- _Task instructions_:
In the records that follow, find each line containing "main" and copy it.

- _Dataset extract_:
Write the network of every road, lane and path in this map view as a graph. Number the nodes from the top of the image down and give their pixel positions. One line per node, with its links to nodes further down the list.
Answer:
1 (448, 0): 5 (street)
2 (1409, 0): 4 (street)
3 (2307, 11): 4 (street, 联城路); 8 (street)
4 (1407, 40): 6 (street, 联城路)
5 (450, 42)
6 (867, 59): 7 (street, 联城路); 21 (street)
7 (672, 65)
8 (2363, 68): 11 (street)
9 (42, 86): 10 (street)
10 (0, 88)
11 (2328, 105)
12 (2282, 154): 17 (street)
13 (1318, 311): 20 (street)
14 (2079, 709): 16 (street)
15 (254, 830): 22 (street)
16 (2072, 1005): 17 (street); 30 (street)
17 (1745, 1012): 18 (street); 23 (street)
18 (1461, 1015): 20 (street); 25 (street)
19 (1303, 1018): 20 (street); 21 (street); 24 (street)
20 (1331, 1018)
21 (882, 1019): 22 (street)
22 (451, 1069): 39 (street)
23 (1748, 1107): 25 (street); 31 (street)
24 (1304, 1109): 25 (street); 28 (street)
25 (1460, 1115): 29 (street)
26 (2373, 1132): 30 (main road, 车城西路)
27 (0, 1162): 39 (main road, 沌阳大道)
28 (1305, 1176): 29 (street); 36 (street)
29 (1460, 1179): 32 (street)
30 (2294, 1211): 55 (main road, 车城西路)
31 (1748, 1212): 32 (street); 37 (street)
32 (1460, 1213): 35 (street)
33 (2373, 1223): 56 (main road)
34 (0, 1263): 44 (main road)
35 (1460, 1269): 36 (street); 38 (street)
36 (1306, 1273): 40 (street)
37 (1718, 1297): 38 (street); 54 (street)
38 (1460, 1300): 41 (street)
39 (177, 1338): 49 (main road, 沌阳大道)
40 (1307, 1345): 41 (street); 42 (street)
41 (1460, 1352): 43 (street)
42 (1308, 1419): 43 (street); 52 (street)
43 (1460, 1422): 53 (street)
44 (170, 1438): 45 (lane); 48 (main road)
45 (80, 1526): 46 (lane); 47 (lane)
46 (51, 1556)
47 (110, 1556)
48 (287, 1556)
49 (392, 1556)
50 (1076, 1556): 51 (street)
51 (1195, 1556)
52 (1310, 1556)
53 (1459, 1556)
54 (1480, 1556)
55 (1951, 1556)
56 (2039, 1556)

- _Written response_:
26 (2373, 1132): 30 (main road, 车城西路)
27 (0, 1162): 39 (main road, 沌阳大道)
30 (2294, 1211): 55 (main road, 车城西路)
33 (2373, 1223): 56 (main road)
34 (0, 1263): 44 (main road)
39 (177, 1338): 49 (main road, 沌阳大道)
44 (170, 1438): 45 (lane); 48 (main road)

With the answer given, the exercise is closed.